Normally I try to make only one comment per issue, but since (1) Jim has
definitely misquoted me, (2) I do know something about these chemical
heterogeneity issues, and (3) I'm a qualified incompetent, I'll jump back in
again.

If it is true that AUC with glycosylated proteins is a 'waste of time' then
I guess I've wasted a lot of it! I think Jim was actually referring to a
discussion we had about whether one could use sedimentation velocity on
glycoproteins to try to detect heterogeneity such as amino-terminal
variations, small protein conformational variations, etc. In my view that
would indeed be a waste of time since the carbohydrate heterogeneity will
dominate over minor differences arising from the polypeptide structure.

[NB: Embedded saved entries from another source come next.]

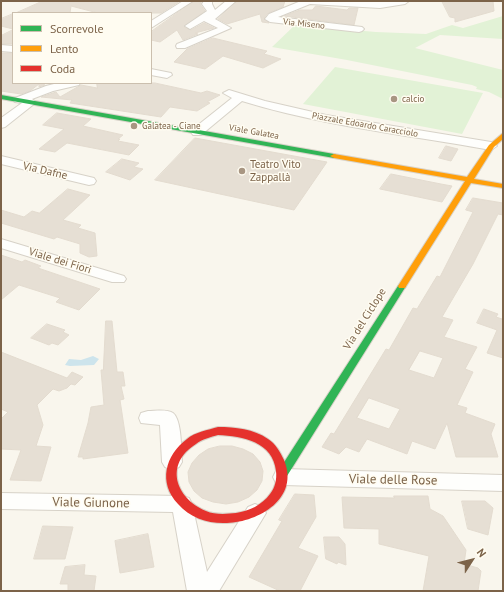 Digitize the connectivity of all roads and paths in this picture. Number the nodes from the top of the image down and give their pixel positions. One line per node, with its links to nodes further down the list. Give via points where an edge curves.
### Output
1 (189, 1): 6 (street)
2 (208, 1): 7 (street, via 206,4 212,12)
3 (232, 1): 9 (street, via 208,20 226,28)
4 (308, 1): 5 (street, via 380,5); 8 (street, Via Miseno, via 270,19)
5 (405, 1)
6 (152, 24)
7 (190, 26)
8 (359, 29)
9 (181, 46)
10 (1, 48): 11 (street)
11 (12, 49)
12 (152, 72): 13 (street)
13 (167, 74)
14 (70, 84): 16 (street, via 50,88)
15 (1, 97): 16 (main road, Viale Galatea)
16 (25, 101): 17 (street); 18 (main road, Viale Galatea)
17 (1, 124)
18 (197, 132): 20 (street, Piazzale Edoardo Caracciolo, via 234,95 298,113); 22 (main road, Viale Galatea)
19 (503, 135): 20 (main road, Via del Ciclope)
20 (491, 146): 22 (main road, Via del Ciclope)
21 (1, 160): 23 (street, Via Dafne)
22 (470, 180): 24 (main road, Viale Galatea); 29 (main road, Via del Ciclope)
23 (89, 181)
24 (503, 186)
25 (1, 243): 26 (street, Viale dei Fiori)
26 (118, 279)
27 (148, 418): 28 (street, via 166,418 169,422)
28 (172, 462): 29 (main road, via 179,451 203,435 218,431 234,431 256,437 273,449 280,460); 32 (main road, via 170,484)
29 (283, 475): 30 (street, Viale delle Rose); 33 (main road, via 281,488 275,497 267,506)
30 (503, 482)
31 (1, 501): 32 (street, Viale Giunone)
32 (182, 504): 33 (main road, via 191,511 216,519 229,520); 34 (street)
33 (255, 513): 35 (street)
34 (199, 591)
35 (207, 591) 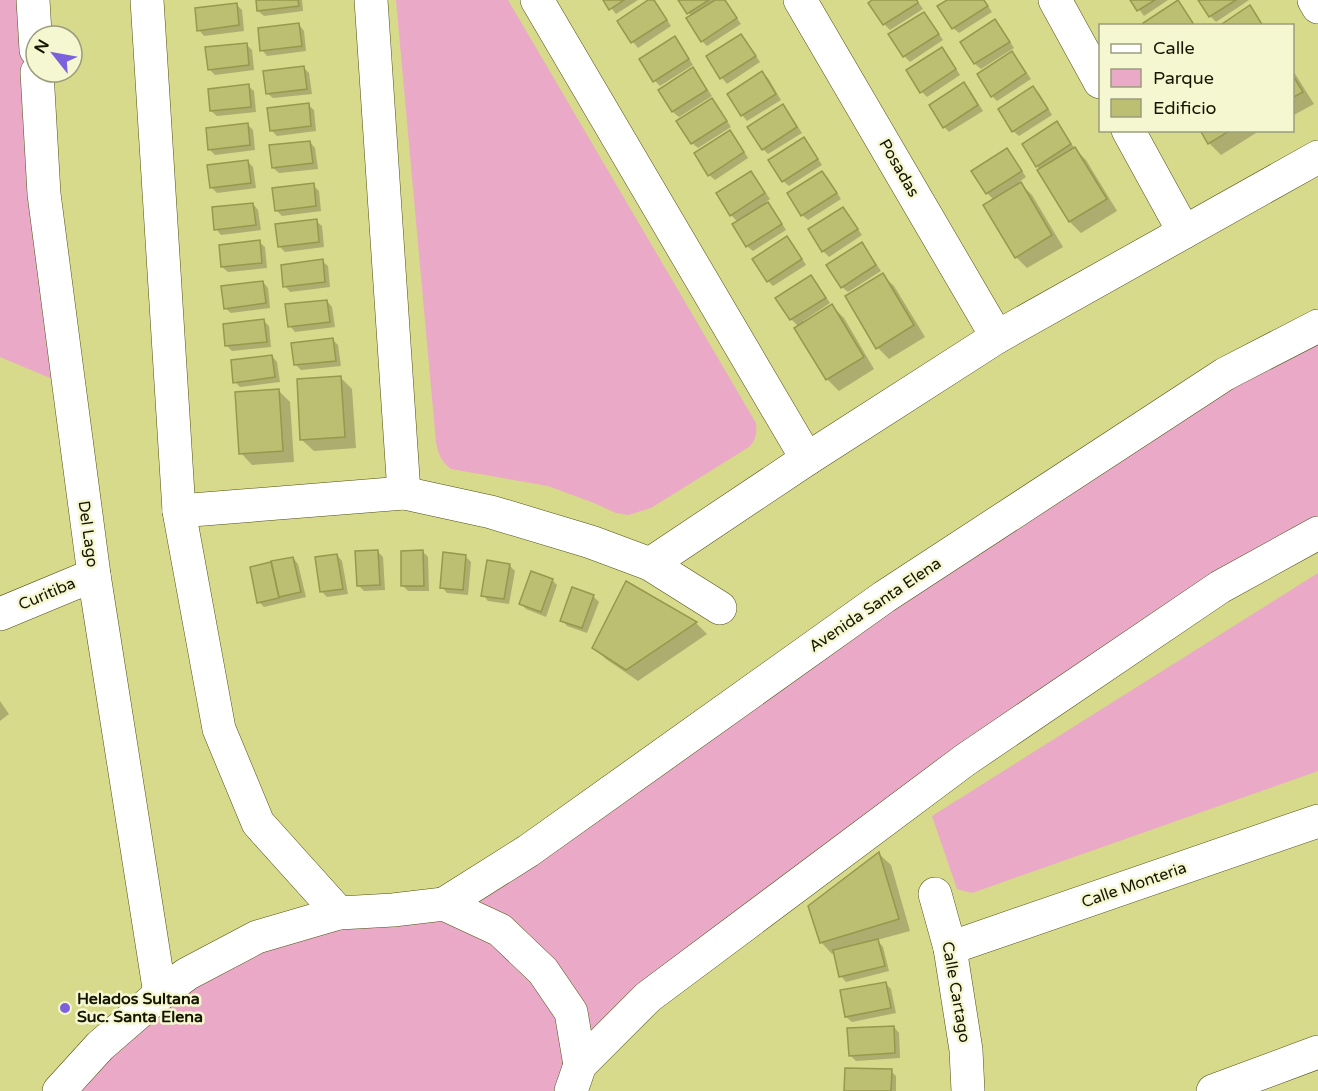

Sedimentation equilibrium on glycoproteins is certainly useful to
characterize the total carbohydrate content, state of association, etc., but
normally one is measuring average quantities over the population of
glycoforms. Velocity on glycoproteins can also be useful to look at
aggregates, and MAY give some indication of the overall protein shape if the
protein is very asymmetric and not too glycosylated.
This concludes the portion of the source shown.